Lamb pear and prune tajine
You can prepare this dish early, it is excellent when re-heated.
- A generous lamb shoulder cut in pieces (roughly 1 kg of meat)
- 1TBS olive oil
- 2 onions
- 4 garlic cloves
- Juice of 2 oranges and zest of 1 organic orange
- 1 bunch of fresh coriander
- A bit of chili
- 4 to 5 ripe pears
- 150 g dried seeded prunes
- Salt and pepper
- A glass of water or more
- A tajine dish
- Optional: 50g peeled almonds, and/or 1 TBS of honey, 1 tsp ginger, 1 tsp raz el hanout spice, 2 pinches of saffron…

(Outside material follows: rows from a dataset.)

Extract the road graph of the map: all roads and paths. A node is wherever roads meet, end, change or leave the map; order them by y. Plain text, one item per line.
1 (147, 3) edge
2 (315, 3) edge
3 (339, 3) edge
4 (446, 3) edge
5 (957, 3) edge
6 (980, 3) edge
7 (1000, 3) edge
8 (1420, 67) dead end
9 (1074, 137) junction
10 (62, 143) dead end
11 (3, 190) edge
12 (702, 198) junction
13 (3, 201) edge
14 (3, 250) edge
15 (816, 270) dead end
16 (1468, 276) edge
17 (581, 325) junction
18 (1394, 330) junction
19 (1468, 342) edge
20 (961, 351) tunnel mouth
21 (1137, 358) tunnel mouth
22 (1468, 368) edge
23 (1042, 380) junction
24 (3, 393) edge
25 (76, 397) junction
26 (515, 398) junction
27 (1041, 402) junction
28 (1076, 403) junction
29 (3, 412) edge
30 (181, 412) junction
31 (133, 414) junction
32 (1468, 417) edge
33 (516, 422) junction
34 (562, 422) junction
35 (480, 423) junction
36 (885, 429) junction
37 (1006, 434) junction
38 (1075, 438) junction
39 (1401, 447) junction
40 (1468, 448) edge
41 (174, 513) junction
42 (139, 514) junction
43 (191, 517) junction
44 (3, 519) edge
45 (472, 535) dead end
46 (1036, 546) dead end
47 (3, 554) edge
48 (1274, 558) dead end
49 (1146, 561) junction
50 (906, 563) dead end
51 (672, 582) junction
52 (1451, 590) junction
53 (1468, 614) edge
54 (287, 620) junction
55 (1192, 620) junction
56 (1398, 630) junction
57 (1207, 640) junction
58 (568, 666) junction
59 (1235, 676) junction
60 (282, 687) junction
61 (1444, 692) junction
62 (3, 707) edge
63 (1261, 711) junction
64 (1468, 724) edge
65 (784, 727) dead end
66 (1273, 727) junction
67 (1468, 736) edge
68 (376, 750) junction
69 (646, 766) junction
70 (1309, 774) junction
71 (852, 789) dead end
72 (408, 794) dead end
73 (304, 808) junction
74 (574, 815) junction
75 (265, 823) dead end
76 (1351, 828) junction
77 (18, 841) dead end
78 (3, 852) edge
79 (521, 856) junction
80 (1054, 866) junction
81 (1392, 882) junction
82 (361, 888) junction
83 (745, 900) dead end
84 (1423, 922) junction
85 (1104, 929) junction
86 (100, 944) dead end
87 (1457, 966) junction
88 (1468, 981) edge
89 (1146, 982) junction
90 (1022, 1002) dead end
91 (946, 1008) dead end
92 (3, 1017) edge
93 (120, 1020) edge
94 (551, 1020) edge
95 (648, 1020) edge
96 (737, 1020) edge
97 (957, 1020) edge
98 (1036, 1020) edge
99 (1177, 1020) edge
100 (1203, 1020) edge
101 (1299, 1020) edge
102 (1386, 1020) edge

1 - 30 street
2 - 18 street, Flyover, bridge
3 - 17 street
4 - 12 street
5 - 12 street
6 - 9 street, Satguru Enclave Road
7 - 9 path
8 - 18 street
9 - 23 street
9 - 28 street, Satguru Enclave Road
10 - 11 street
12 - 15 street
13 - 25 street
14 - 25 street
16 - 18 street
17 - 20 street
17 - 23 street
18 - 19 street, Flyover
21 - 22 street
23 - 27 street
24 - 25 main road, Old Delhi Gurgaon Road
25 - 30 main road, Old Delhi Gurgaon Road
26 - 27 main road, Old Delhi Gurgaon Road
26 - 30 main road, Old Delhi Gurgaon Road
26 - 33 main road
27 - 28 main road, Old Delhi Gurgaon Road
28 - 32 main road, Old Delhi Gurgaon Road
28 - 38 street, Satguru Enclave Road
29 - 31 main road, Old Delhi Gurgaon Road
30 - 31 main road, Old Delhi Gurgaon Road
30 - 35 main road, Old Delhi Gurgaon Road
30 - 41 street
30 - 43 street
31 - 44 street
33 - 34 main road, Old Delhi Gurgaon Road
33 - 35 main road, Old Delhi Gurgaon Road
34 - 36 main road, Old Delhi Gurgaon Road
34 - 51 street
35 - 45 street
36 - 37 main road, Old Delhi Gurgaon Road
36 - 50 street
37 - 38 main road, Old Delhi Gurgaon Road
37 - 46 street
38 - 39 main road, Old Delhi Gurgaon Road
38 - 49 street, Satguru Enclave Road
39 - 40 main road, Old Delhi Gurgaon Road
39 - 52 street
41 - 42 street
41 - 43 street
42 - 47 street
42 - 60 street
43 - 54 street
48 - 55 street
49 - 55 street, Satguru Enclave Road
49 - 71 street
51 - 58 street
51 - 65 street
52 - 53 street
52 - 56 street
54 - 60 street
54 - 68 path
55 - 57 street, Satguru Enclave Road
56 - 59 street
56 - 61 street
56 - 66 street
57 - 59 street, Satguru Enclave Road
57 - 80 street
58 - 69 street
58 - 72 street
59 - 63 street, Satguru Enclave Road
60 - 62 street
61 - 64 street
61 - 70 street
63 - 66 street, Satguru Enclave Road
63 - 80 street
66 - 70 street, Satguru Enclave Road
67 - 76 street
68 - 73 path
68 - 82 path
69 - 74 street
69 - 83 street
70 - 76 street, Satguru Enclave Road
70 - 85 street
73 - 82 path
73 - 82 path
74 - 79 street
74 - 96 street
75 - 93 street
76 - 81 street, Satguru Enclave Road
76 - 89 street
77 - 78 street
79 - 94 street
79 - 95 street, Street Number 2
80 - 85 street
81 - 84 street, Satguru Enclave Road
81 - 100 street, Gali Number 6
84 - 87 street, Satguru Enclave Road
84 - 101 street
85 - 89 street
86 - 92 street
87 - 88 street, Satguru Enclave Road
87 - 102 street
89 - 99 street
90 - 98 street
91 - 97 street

- Step 1 Pre-heat your oven to 210°. Fry the chunks of lamb shoulder in a large pot or in a frying pan with a little olive oil. Place the golden pieces of lamb in the tajine dish. Chop the onions and the garlic and place them in the pan that was used for frying the lamb. Add the orange juice and zest, the chili, the pepper and salt, the thyme, and a glass of water. Stir. Cover the golden lamb meat in the tajine dish with this mixture. If you do wish to add your personal touch, now is the time. With or without optional ingredients, your tajine will stew slowly and will be deliciously fragrant.
- Step 2 Place the tajine in the hot oven for 30 minutes. Then, add the peeled pears cut un large chunks as well as the dried prunes. Check the seasoning, add a little more water if you feel it is necessary, and lower the heat down to 180°. Bake for some 20 to 30 minutes more. Add the chopped coriander leaves when ready to eat and serve with semolina or steamed potatoes.